I have thousands of pictures of my dogs. That’s not an exageration: I have filled up a 500gb portable drive just with dog pictures. Mokey and Ziggy are perfect little posers, and they are always doing things that just seem like fun. So I take pictures of them. Basil doesn’t stop moving unless he’s unconscious, so getting snaps of him is trickier. But I’ll get him…

I photograph small things, close up. I’m told this is called Macro Photography, but I like to say I take ‘stupid close pictures of wicked small things, eh’. I love capturing those fine details. The shadow of one flower petal over another. The texture of a berry. The reflection of my own camera-wielding-self in a buckyball creation.

I photograph landscapes. No, not your mom’s flower beds. Not the crazy steps of planting area you made in front of your house. I mean landscapes. Mountains, forests, skylines.

I photograph pigeons. Dont’ ask.

I love the zoo. I spend as much time there as I can. I take metric tonnes of pictures there. I’ve grown to know the names of some of the animals. I’ve photographed some of their stories. (Kyle is doing well with his missing arm, by the way.) I never went to the zoo when I was little… once, maybe, in Colorado, but that’s about it. So when I went to a zoo here in Seattle, I shortly thereafter became a member. I’ve taken shots of the animals, the toys the animals have, the statuary, even the carousel. Word to the wise on that one: don’t be a creepy-looking, long-haired, camera-wielding guy at the carousel. Apparently that arouses suspicion.

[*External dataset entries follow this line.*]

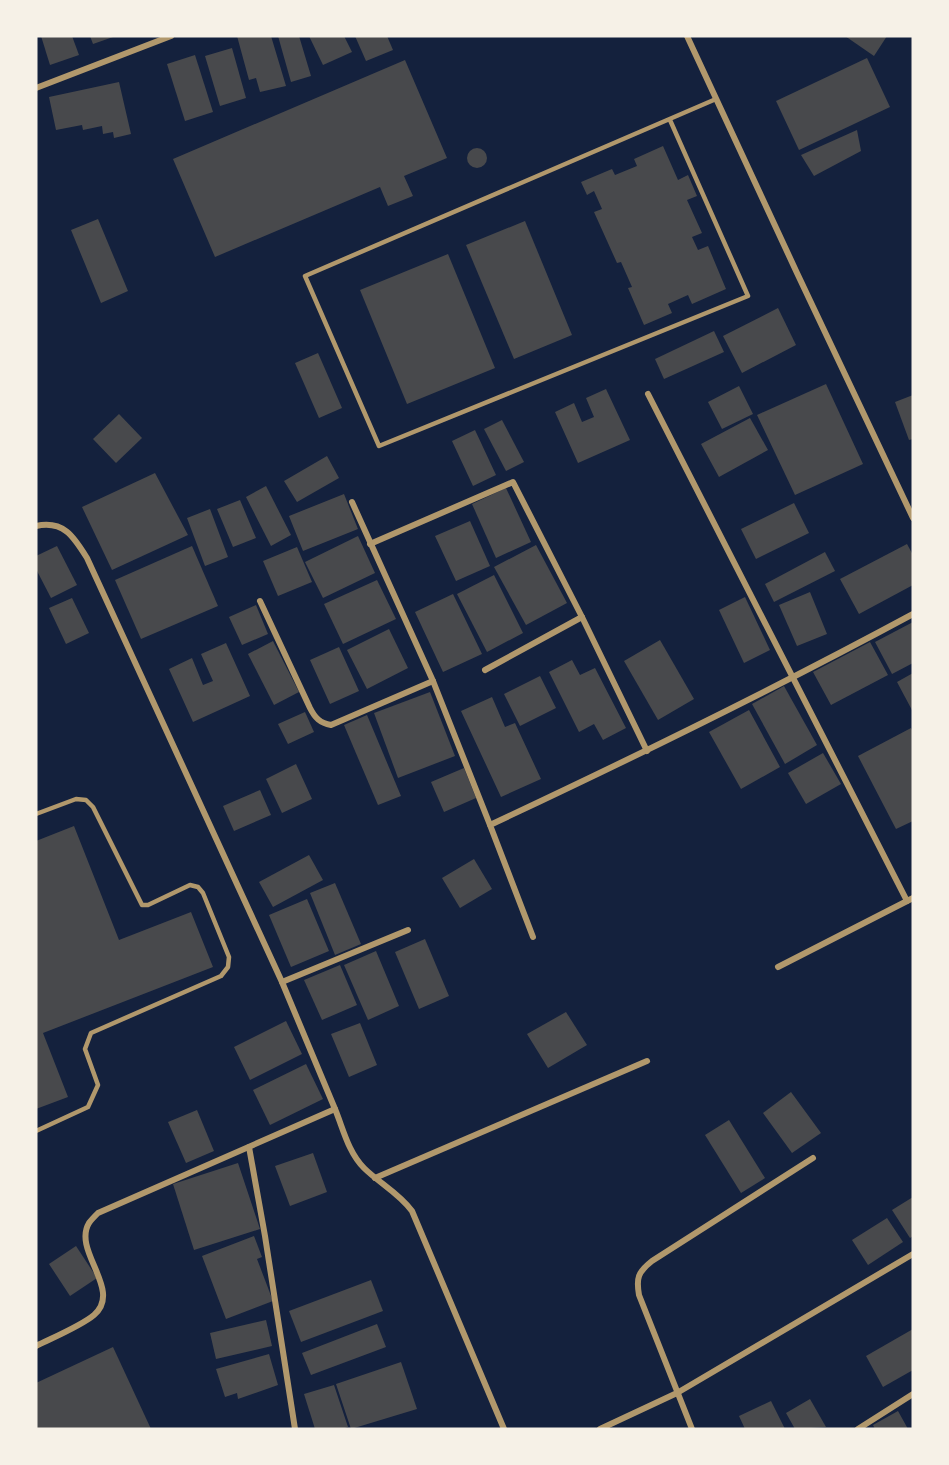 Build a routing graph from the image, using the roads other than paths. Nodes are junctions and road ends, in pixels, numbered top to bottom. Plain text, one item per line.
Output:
1 (171, 36) edge
2 (687, 36) edge
3 (36, 88) edge
4 (716, 99) junction
5 (670, 120) junction
6 (648, 394) dead end
7 (352, 502) dead end
8 (913, 518) edge
9 (36, 526) edge
10 (370, 543) junction
11 (260, 601) dead end
12 (913, 614) edge
13 (582, 617) junction
14 (485, 670) dead end
15 (794, 678) junction
16 (433, 681) junction
17 (647, 751) junction
18 (36, 814) edge
19 (490, 825) junction
20 (910, 899) edge
21 (408, 930) dead end
22 (533, 937) dead end
23 (778, 967) dead end
24 (282, 982) junction
25 (647, 1061) dead end
26 (336, 1109) junction
27 (36, 1131) edge
28 (249, 1147) junction
29 (813, 1158) dead end
30 (375, 1178) junction
31 (913, 1254) edge
32 (36, 1346) edge
33 (677, 1393) junction
34 (913, 1394) edge
35 (295, 1429) edge
36 (504, 1429) edge
37 (600, 1429) edge
38 (692, 1429) edge
39 (858, 1429) edge

1 - 3 street
2 - 4 street
4 - 5 lane
4 - 8 street
5 - 5 lane
6 - 15 street
7 - 10 street
9 - 24 street
10 - 13 street
10 - 16 street
11 - 16 street
12 - 15 street
13 - 14 street
13 - 17 street
15 - 17 street
15 - 20 street
16 - 19 street
17 - 19 street
18 - 27 lane
19 - 22 street
20 - 23 street
21 - 24 street
24 - 26 street
25 - 30 street
26 - 28 street
26 - 30 street
28 - 32 street
28 - 35 street
29 - 33 street
30 - 36 street
31 - 33 street
33 - 37 street
33 - 38 street
34 - 39 street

In short, I will take a picture of damn near anything that I can. I’ve taken close-ups of a penny. I’ve done perspective pictures of a picnic table covered in scattered gravel. Seriously. Anything.

This is what I call “life”, and I love it. I wouldn’t change it.

Some people ask that question: “What would you do if you won the lottery?” The only thing having endless money would do for me is remove the part of my life where I go to work. Otherwise, I’d just do more of the nothing that makes me so happy. I’d spend more time taking pictures. More time playing games. More time reading. More time just… being.